• Task statement:
Below are records; the lines starting at the one with "pinky tip: (354, 332)" and ending at the one with "pinky dip: (510, 249)" must be reproduced exactly, both included. Pictures must not appear.

Input data Block Start

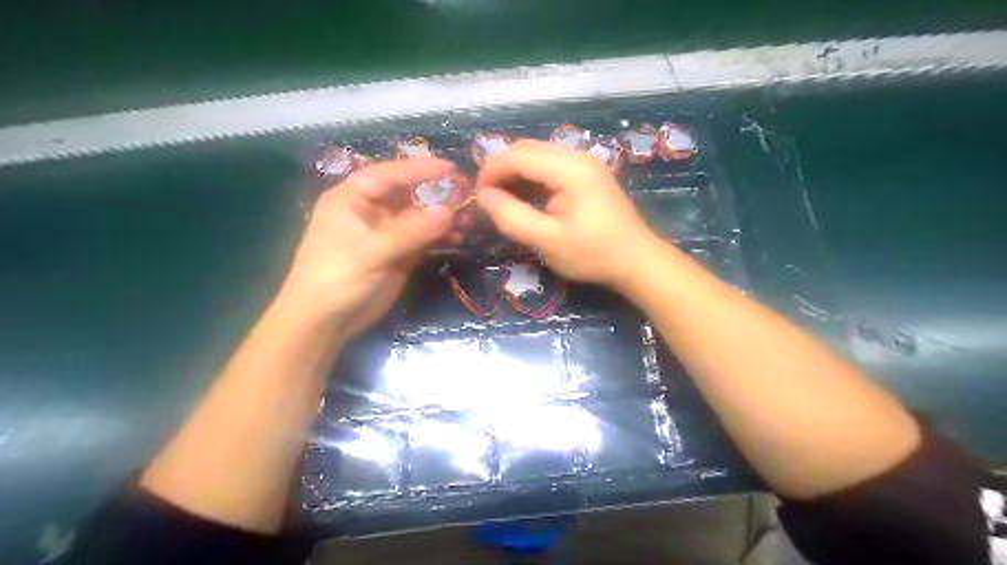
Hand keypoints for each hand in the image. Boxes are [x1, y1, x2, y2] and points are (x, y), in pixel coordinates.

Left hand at [281, 156, 459, 338]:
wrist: (325, 322)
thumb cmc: (338, 277)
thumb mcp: (373, 251)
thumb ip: (411, 231)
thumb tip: (449, 212)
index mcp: (352, 199)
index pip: (389, 175)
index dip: (419, 169)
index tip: (450, 167)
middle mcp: (370, 211)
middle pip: (408, 195)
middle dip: (437, 194)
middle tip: (467, 195)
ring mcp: (385, 234)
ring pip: (419, 218)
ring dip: (442, 218)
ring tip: (469, 220)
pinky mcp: (397, 254)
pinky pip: (423, 239)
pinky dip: (440, 237)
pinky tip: (458, 238)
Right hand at [477, 139, 662, 290]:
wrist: (637, 261)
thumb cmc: (592, 254)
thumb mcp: (546, 241)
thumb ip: (511, 216)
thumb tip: (483, 196)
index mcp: (570, 169)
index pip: (517, 155)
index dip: (491, 171)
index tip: (477, 196)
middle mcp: (578, 156)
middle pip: (527, 148)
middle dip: (501, 169)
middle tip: (487, 199)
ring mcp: (585, 163)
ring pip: (538, 155)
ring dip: (516, 173)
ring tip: (503, 200)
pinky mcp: (588, 173)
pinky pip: (551, 165)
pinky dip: (532, 177)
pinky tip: (526, 198)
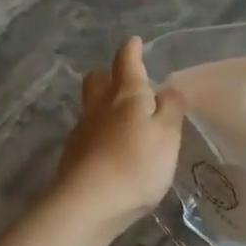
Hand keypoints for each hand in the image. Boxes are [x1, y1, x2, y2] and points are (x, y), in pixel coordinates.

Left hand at [53, 38, 184, 233]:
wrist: (89, 204)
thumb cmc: (137, 164)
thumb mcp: (168, 135)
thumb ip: (171, 110)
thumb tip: (170, 89)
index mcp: (127, 95)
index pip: (127, 63)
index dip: (132, 51)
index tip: (134, 42)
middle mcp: (100, 107)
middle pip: (98, 81)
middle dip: (110, 75)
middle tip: (124, 81)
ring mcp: (83, 131)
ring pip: (91, 106)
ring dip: (104, 105)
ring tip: (122, 118)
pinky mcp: (74, 157)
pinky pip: (88, 133)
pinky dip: (100, 133)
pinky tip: (111, 149)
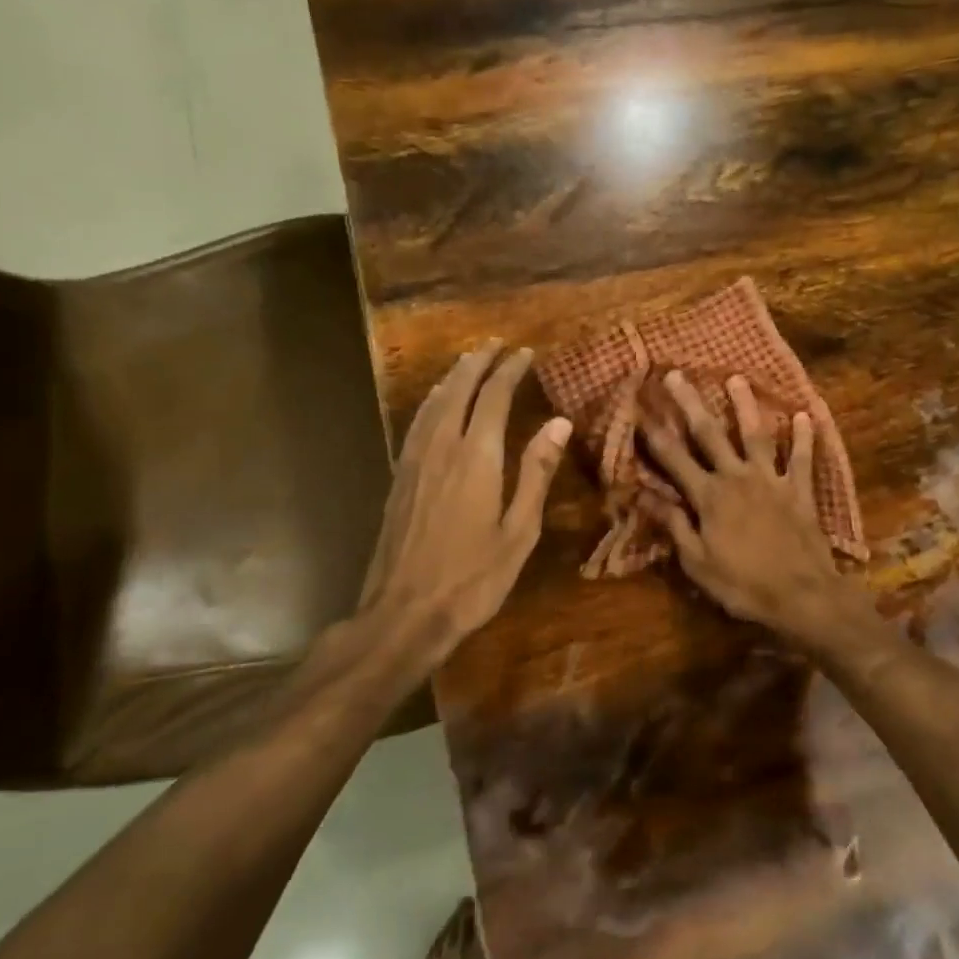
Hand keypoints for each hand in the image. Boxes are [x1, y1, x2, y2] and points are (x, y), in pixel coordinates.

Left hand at [358, 341, 571, 663]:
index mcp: (477, 457)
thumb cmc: (473, 577)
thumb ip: (536, 472)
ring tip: (467, 361)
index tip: (525, 353)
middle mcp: (443, 448)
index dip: (509, 370)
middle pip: (459, 391)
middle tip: (495, 344)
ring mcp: (415, 462)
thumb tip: (558, 422)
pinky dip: (431, 402)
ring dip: (453, 377)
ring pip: (433, 404)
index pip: (494, 397)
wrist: (404, 613)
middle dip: (478, 363)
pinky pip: (417, 424)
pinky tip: (436, 404)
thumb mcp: (519, 530)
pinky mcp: (399, 478)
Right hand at [637, 371, 858, 644]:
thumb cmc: (743, 584)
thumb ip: (673, 525)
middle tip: (676, 375)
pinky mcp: (798, 489)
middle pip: (709, 434)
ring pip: (755, 434)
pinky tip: (805, 414)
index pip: (673, 459)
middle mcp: (737, 477)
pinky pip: (801, 458)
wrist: (802, 595)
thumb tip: (644, 496)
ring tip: (736, 377)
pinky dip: (804, 436)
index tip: (639, 407)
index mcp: (709, 497)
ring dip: (745, 405)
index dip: (654, 433)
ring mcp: (771, 480)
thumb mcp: (697, 563)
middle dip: (690, 404)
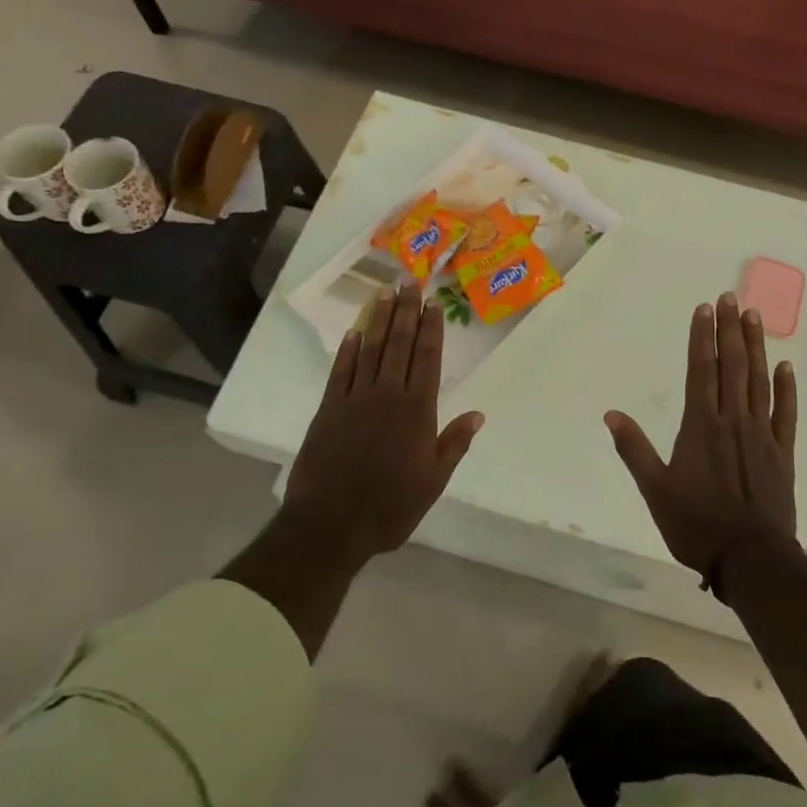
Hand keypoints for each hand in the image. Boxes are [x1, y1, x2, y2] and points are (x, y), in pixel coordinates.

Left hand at [279, 283, 482, 569]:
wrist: (331, 524)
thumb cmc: (390, 506)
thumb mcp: (433, 481)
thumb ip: (454, 444)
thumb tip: (478, 414)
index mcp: (417, 410)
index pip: (427, 358)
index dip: (431, 328)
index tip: (433, 302)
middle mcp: (388, 395)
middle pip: (399, 344)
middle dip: (406, 311)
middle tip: (409, 281)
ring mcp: (355, 399)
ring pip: (370, 349)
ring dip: (378, 319)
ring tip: (385, 292)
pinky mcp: (329, 409)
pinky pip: (340, 371)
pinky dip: (348, 350)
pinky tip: (354, 332)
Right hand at [604, 293, 797, 581]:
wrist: (750, 557)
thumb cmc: (696, 524)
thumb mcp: (655, 490)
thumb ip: (634, 450)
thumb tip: (611, 415)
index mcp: (700, 426)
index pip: (700, 370)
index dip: (702, 338)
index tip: (705, 309)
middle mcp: (732, 420)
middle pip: (731, 366)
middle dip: (729, 330)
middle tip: (731, 298)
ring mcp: (761, 434)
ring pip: (759, 381)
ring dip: (756, 347)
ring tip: (754, 316)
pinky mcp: (782, 453)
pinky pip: (785, 413)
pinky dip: (785, 388)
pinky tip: (785, 366)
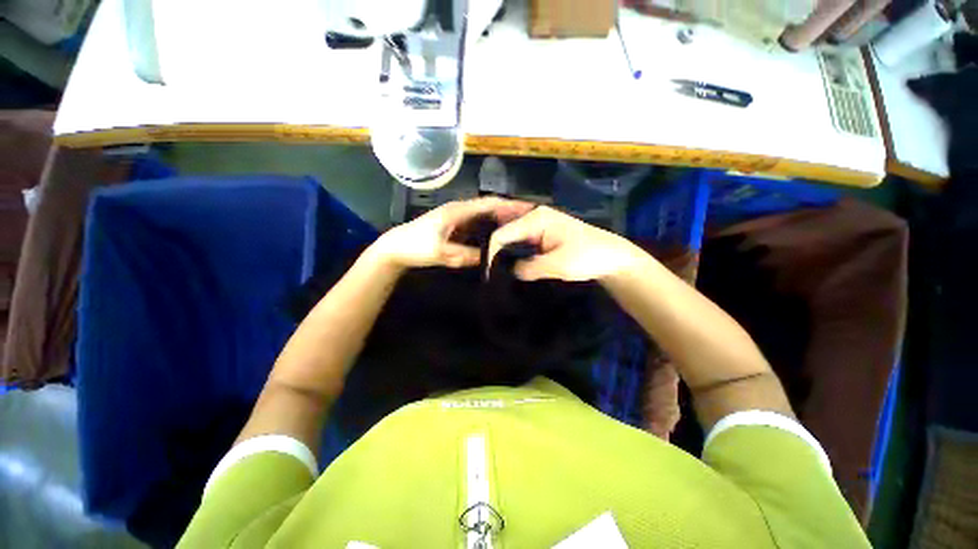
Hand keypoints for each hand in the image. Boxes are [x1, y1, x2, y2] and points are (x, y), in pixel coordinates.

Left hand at [369, 197, 534, 269]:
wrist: (395, 248)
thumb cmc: (415, 246)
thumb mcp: (440, 252)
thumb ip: (463, 255)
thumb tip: (487, 258)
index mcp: (458, 211)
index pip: (489, 203)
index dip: (509, 204)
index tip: (529, 208)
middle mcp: (461, 210)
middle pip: (490, 207)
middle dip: (510, 211)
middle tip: (530, 219)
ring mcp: (458, 218)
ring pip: (484, 216)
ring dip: (501, 219)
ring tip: (520, 228)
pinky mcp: (456, 227)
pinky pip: (478, 225)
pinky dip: (490, 228)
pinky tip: (499, 237)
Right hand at [488, 206, 646, 281]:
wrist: (611, 257)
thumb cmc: (588, 257)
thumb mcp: (558, 265)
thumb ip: (530, 268)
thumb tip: (510, 272)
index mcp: (536, 217)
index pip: (502, 232)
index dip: (491, 251)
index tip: (487, 272)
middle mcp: (533, 215)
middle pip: (503, 228)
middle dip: (492, 247)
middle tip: (484, 268)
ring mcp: (537, 223)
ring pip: (509, 233)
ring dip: (499, 248)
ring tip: (489, 265)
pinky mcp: (541, 233)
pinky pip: (519, 239)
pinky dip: (510, 249)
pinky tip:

Input data Block End

• Solution to this task:
pinky tip: (354, 332)
Right hand at [604, 293, 797, 581]:
wrist: (750, 557)
thumb cmc: (696, 524)
thumb mcp: (655, 490)
thumb ip: (634, 450)
thumb tip: (611, 415)
index mcp: (700, 426)
index pip: (700, 370)
index dip: (702, 338)
index tip: (705, 309)
middle mcp: (732, 420)
middle pip: (731, 366)
middle dip: (729, 330)
middle tip: (731, 298)
ring mcp: (761, 434)
ring pip: (759, 381)
ring dip: (756, 347)
ring tip: (754, 316)
pinky mcp: (782, 453)
pinky pip: (785, 413)
pinky dip: (785, 388)
pinky tip: (785, 366)
Hand keypoints for each hand in the image. Boxes are [x1, y1, x2, y2] and points are (x, y), in pixel coordinates.

Left hand at [369, 197, 534, 269]:
wrist: (395, 248)
thumb cmc: (415, 246)
thumb mcp: (440, 252)
thumb ip: (463, 255)
thumb tip: (487, 258)
index mcp: (458, 211)
index pip: (489, 203)
index dip: (509, 204)
index tip: (529, 208)
middle mcp: (461, 210)
middle pip: (490, 207)
middle dip: (510, 211)
middle tip: (530, 219)
ring mcp: (458, 218)
ring pip: (484, 216)
ring dip: (501, 219)
ring tip: (520, 228)
pinky mcp: (456, 227)
pinky pip: (478, 225)
pinky dip: (490, 228)
pinky tip: (499, 237)
Right hand at [488, 206, 646, 281]:
wrist: (611, 257)
thumb cmc: (588, 257)
thumb mcp: (558, 265)
thumb ip: (530, 268)
thumb tip: (510, 272)
index mcp: (536, 217)
index pip: (502, 232)
index dip: (491, 251)
index tip: (487, 272)
middle mcp: (533, 215)
middle pip: (503, 228)
middle dip: (492, 247)
middle tip: (484, 268)
ring mcp: (537, 223)
ring pip: (509, 233)
ring dip: (499, 248)
ring tip: (489, 265)
pinky mcp: (541, 233)
pinky pip: (519, 239)
pinky dip: (510, 249)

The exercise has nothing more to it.